Both Kellogg Brown & Root contracts called for things like repairing oil wells and pipelines, installing power generators at oil facilities and importing fuel to Iraq. The first contract, worth $2.4 billion, generated enormous controversy after Pentagon auditors questioned more than $200 million in fuel delivery costs.

Critics like Mr. Waxman called the challenged costs overcharges, a description rejected by the company, which claimed a measure of vindication last month when the Army overruled the auditors and reimbursed nearly all of the delivery charges.

The new report, which says that Pentagon auditors have questioned $45 million of the $365 million in reviewed costs, may revive the battle.
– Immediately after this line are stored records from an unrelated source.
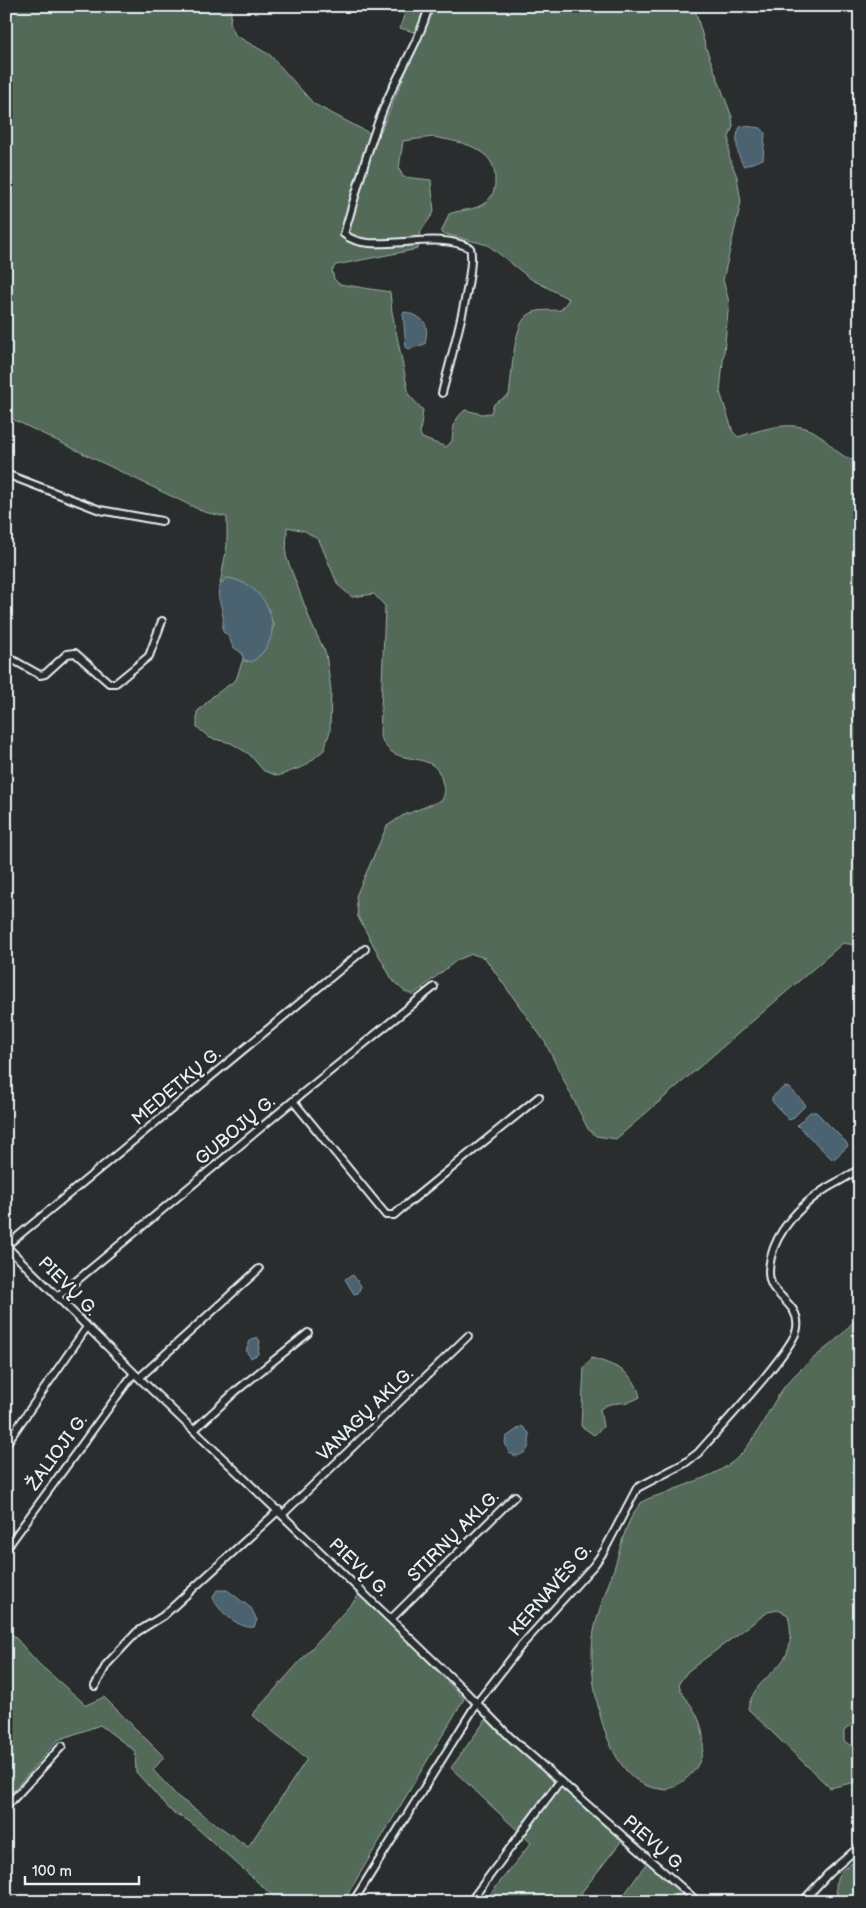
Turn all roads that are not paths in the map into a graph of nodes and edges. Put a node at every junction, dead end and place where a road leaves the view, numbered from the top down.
1 (429, 6) edge
2 (442, 393) dead end
3 (6, 474) edge
4 (162, 521) dead end
5 (162, 621) dead end
6 (6, 656) edge
7 (365, 949) dead end
8 (434, 987) dead end
9 (540, 1097) dead end
10 (293, 1101) junction
11 (860, 1168) edge
12 (6, 1246) edge
13 (259, 1269) dead end
14 (57, 1297) junction
15 (87, 1327) junction
16 (308, 1333) dead end
17 (468, 1336) dead end
18 (134, 1373) junction
19 (139, 1378) junction
20 (194, 1430) junction
21 (6, 1444) edge
22 (515, 1496) dead end
23 (281, 1512) junction
24 (6, 1549) edge
25 (391, 1619) junction
26 (95, 1686) dead end
27 (477, 1704) junction
28 (62, 1746) dead end
29 (560, 1781) junction
30 (6, 1807) edge
31 (860, 1846) edge
32 (353, 1902) edge
33 (470, 1902) edge
34 (698, 1902) edge
35 (802, 1902) edge

1 - 2 street
3 - 4 street
5 - 6 street
7 - 12 street, MEDETKŲ G.
8 - 10 street, GUBOJŲ G.
9 - 10 street
10 - 14 street, GUBOJŲ G.
11 - 27 street, KERNAVĖS G.
12 - 14 street, PIEVŲ G.
13 - 19 street
14 - 15 street, PIEVŲ G.
15 - 18 street, PIEVŲ G.
15 - 21 street
16 - 20 street
17 - 23 street, VANAGŲ AKLG.
18 - 19 street, PIEVŲ G.
18 - 24 street, ŽALIOJI G.
19 - 20 street, PIEVŲ G.
20 - 23 street, PIEVŲ G.
22 - 25 street, STIRNŲ AKLG.
23 - 25 street, PIEVŲ G.
23 - 26 street, VANAGŲ AKLG.
25 - 27 street, PIEVŲ G.
27 - 29 street, PIEVŲ G.
27 - 32 street, KERNAVĖS G.
28 - 30 street
29 - 33 street
29 - 34 street, PIEVŲ G.
31 - 35 street

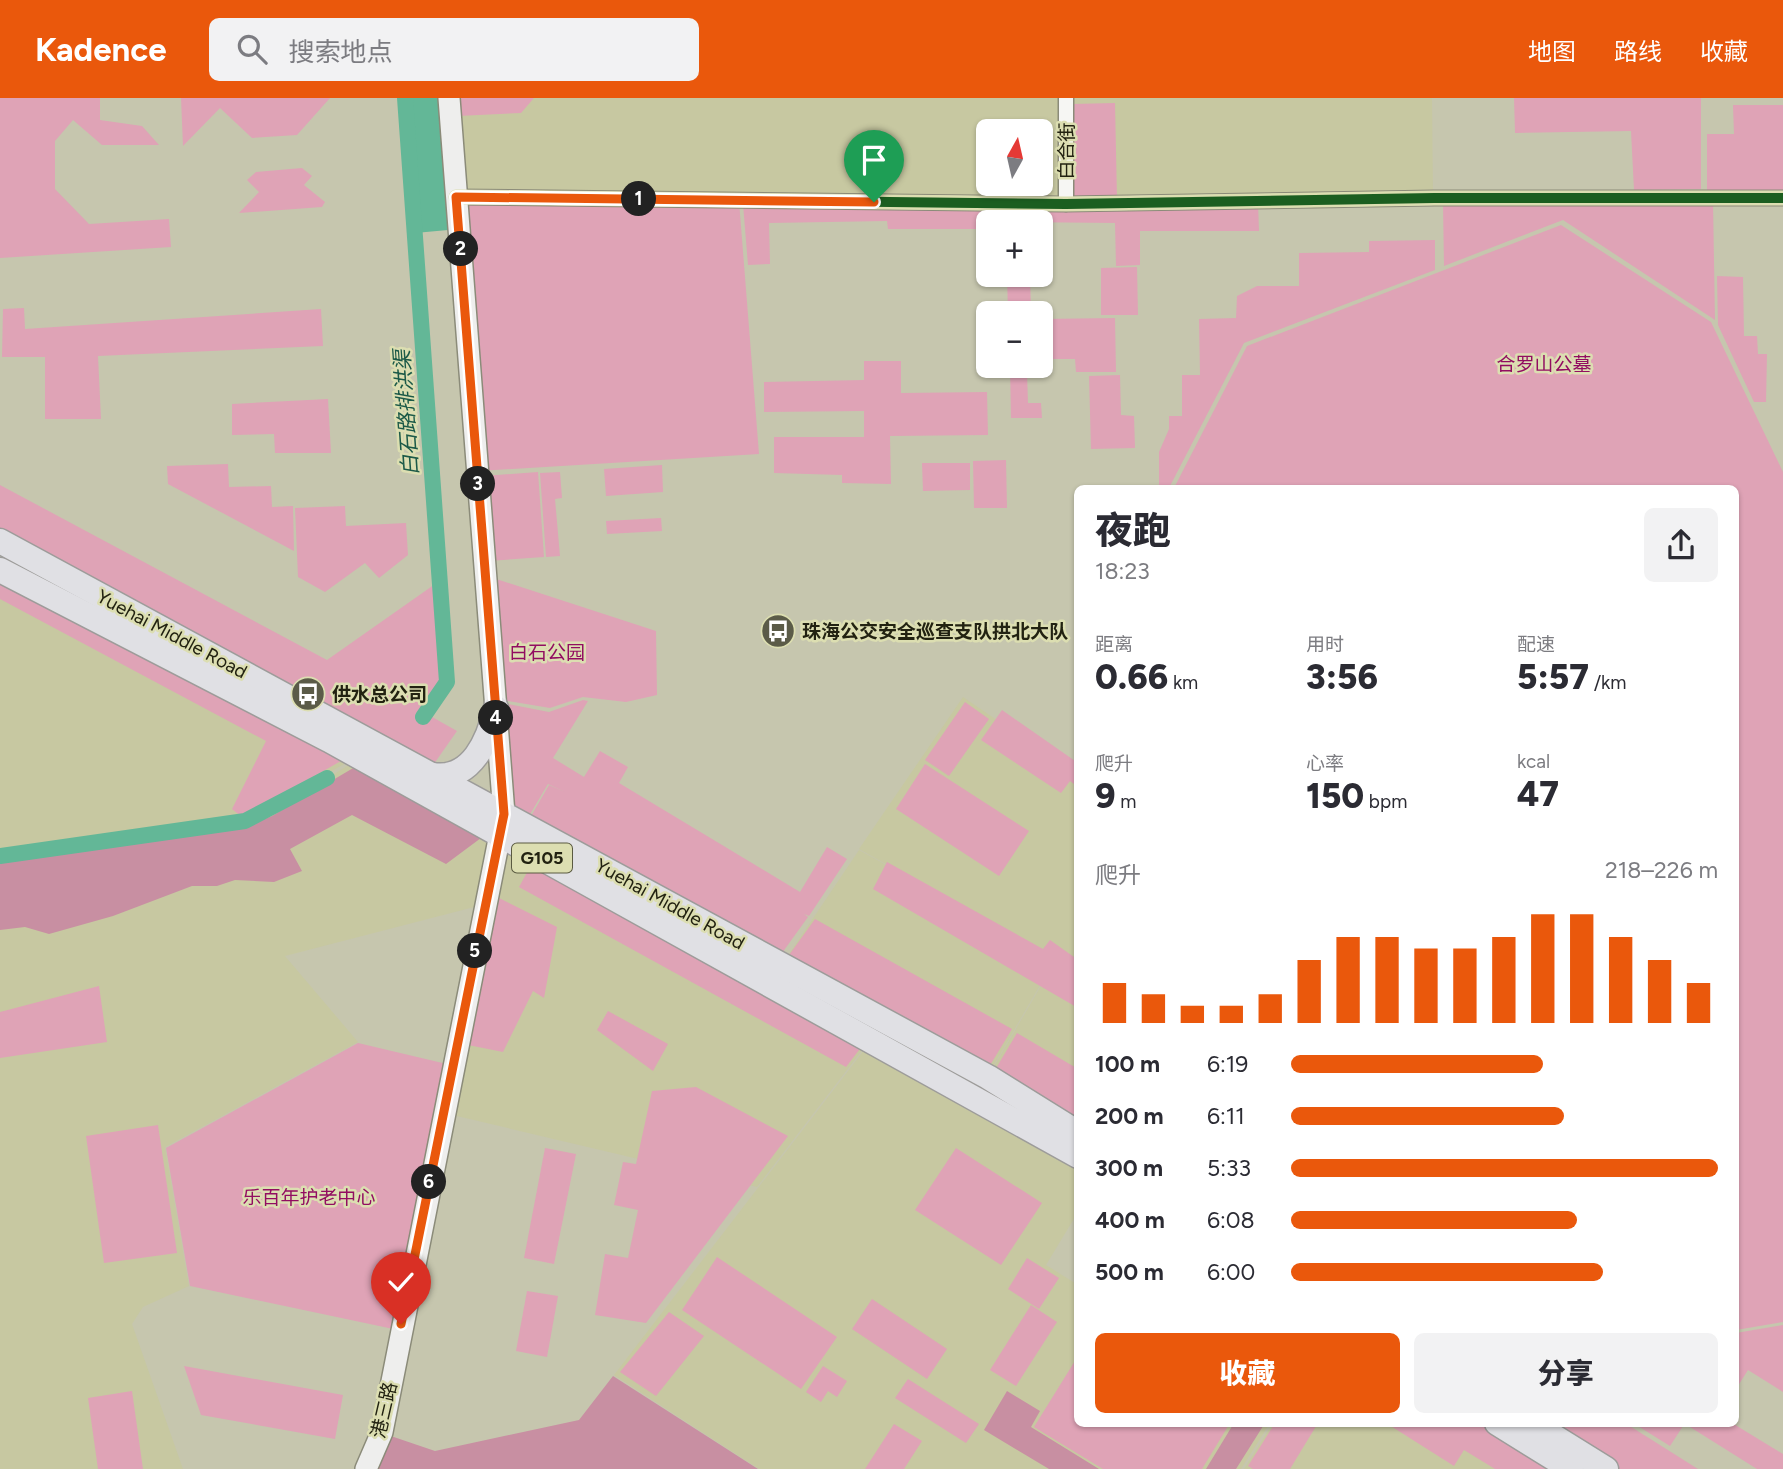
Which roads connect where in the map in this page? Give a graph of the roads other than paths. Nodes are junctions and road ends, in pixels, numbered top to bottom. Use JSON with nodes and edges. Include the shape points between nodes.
{"nodes":[{"id":1,"x":449,"y":98,"type":"edge"},
{"id":2,"x":1066,"y":98,"type":"edge"},
{"id":3,"x":456,"y":197,"type":"junction"},
{"id":4,"x":1783,"y":198,"type":"edge"},
{"id":5,"x":1066,"y":204,"type":"junction"},
{"id":6,"x":0,"y":541,"type":"edge"},
{"id":7,"x":0,"y":570,"type":"edge"},
{"id":8,"x":496,"y":708,"type":"junction"},
{"id":9,"x":433,"y":775,"type":"junction"},
{"id":10,"x":501,"y":824,"type":"junction"},
{"id":11,"x":1074,"y":1131,"type":"edge"},
{"id":12,"x":1074,"y":1154,"type":"edge"},
{"id":13,"x":1503,"y":1427,"type":"edge"},
{"id":14,"x":1538,"y":1427,"type":"edge"},
{"id":15,"x":366,"y":1469,"type":"edge"},
{"id":16,"x":1571,"y":1469,"type":"edge"},
{"id":17,"x":1606,"y":1469,"type":"edge"}],
"edges":[{"from":1,"to":3,"type":"main road","name":"港三路"},
{"from":2,"to":5,"type":"street","name":"白合街"},
{"from":3,"to":5,"type":"street"},
{"from":3,"to":8,"type":"main road","name":"港三路"},
{"from":4,"to":5,"type":"street"},
{"from":6,"to":9,"type":"highway","name":"Yuehai Middle Road","number":"G105"},
{"from":7,"to":10,"type":"highway","name":"Yuehai Middle Road","number":"G105"},
{"from":8,"to":9,"type":"highway","via":[[482,747],[467,766],[451,775]]},
{"from":8,"to":10,"type":"main road","name":"港三路"},
{"from":9,"to":10,"type":"highway","name":"Yuehai Middle Road","number":"G105"},
{"from":10,"to":11,"type":"highway","name":"Yuehai Middle Road","number":"G105","via":[[988,1077]]},
{"from":10,"to":12,"type":"highway","name":"Yuehai Middle Road","number":"G105"},
{"from":10,"to":15,"type":"main road","name":"港三路","via":[[382,1433]]},
{"from":13,"to":16,"type":"highway"},
{"from":14,"to":17,"type":"highway"}]}
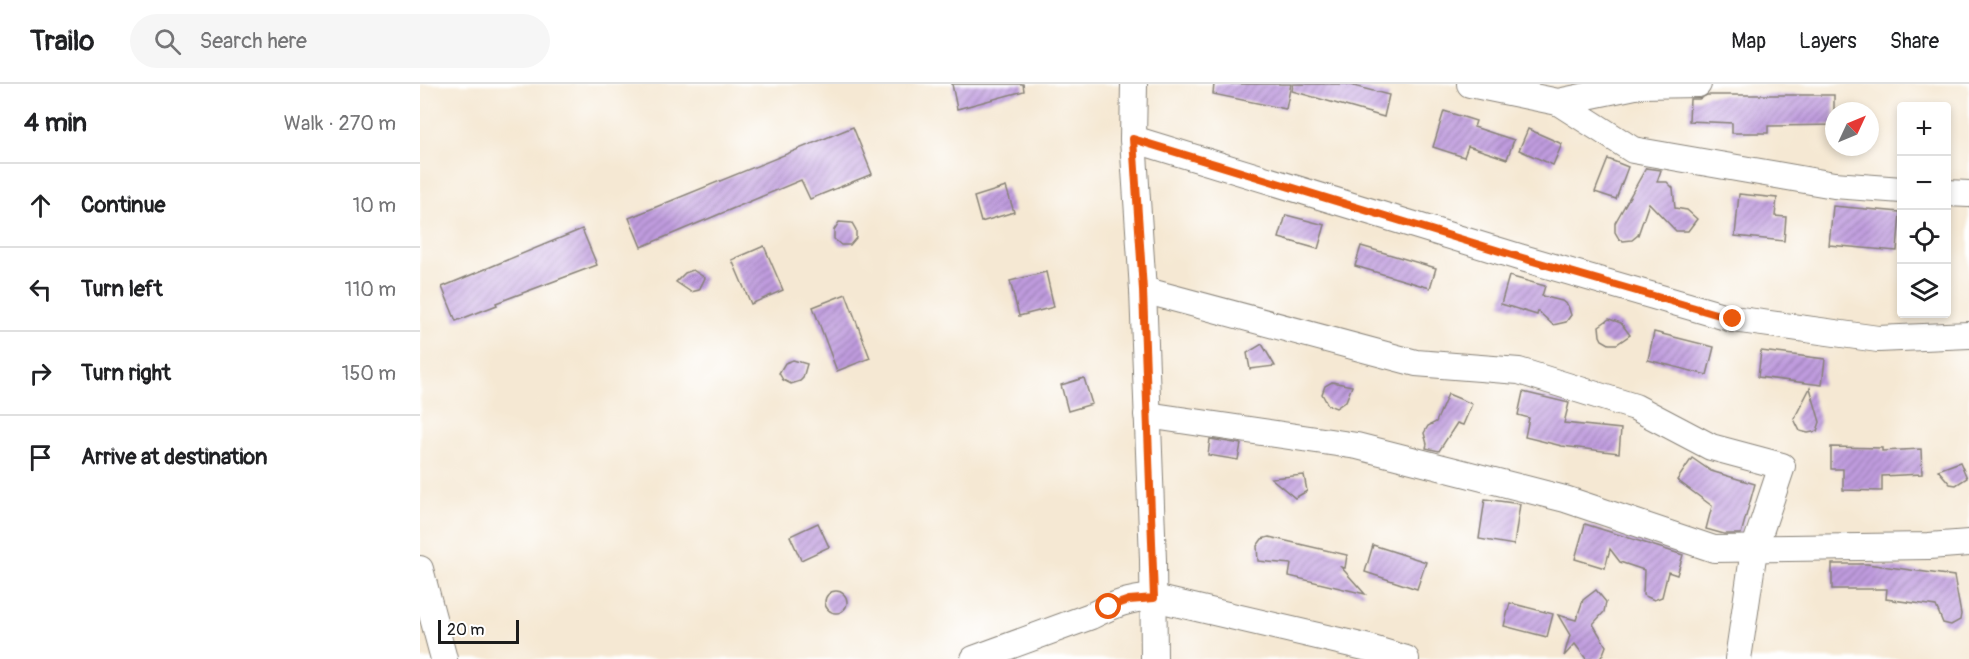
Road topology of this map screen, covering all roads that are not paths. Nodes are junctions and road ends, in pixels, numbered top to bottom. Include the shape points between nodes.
1 (1134, 84) edge
2 (1470, 84) edge
3 (1698, 84) edge
4 (1558, 102) junction
5 (1133, 139) junction
6 (1897, 190) edge
7 (1951, 193) edge
8 (1969, 194) edge
9 (1143, 290) junction
10 (1969, 335) edge
11 (1147, 415) junction
12 (1969, 543) edge
13 (1754, 550) junction
14 (420, 569) edge
15 (1154, 598) junction
16 (444, 659) edge
17 (974, 659) edge
18 (1154, 659) edge
19 (1406, 659) edge
20 (1738, 659) edge

1 - 5 street
2 - 4 street
3 - 4 street via 1641,85
4 - 6 street via 1633,150 1834,185
5 - 9 street
5 - 10 street via 1733,319 1878,339
7 - 8 street
9 - 11 street
9 - 13 street via 1416,363 1519,371 1635,407 1711,447 1782,466
11 - 13 street via 1357,446 1565,499 1714,549
11 - 15 street
12 - 13 street
13 - 20 street
14 - 16 street
15 - 17 street via 1119,603
15 - 18 street
15 - 19 street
A spokesman for the Defense Contract Audit Agency confirmed the figures.


But what are likely to be seen as the most striking portions of the report are those that cite the variously stern, heated and even anguished language of contracting officers trying to bring the company to heel.

“As I have said in numerous meetings, KBR’s lack of cost containment and funds management is the single biggest detriment to this program,” one officer, Maj. Michael V. Waggle, wrote in the cure notice. He noted that the company had listed an impossibly high cost overrun of $436,019,574 on one job, charges of $114,308 for an oil spill cleanup that failed to remove any oil and another set of tasks in which the overruns were 36.9 percent of all costs.

The slides used in presentations during the deliberations of the board that determined the first award fee are almost equally eye-catching. On one slide, covering the company’s success at meeting its planned schedules, a section labeled “Strengths” bears only the notation “N/A,” presumably meaning no answer or not applicable. The “Weaknesses” section contains four detailed items.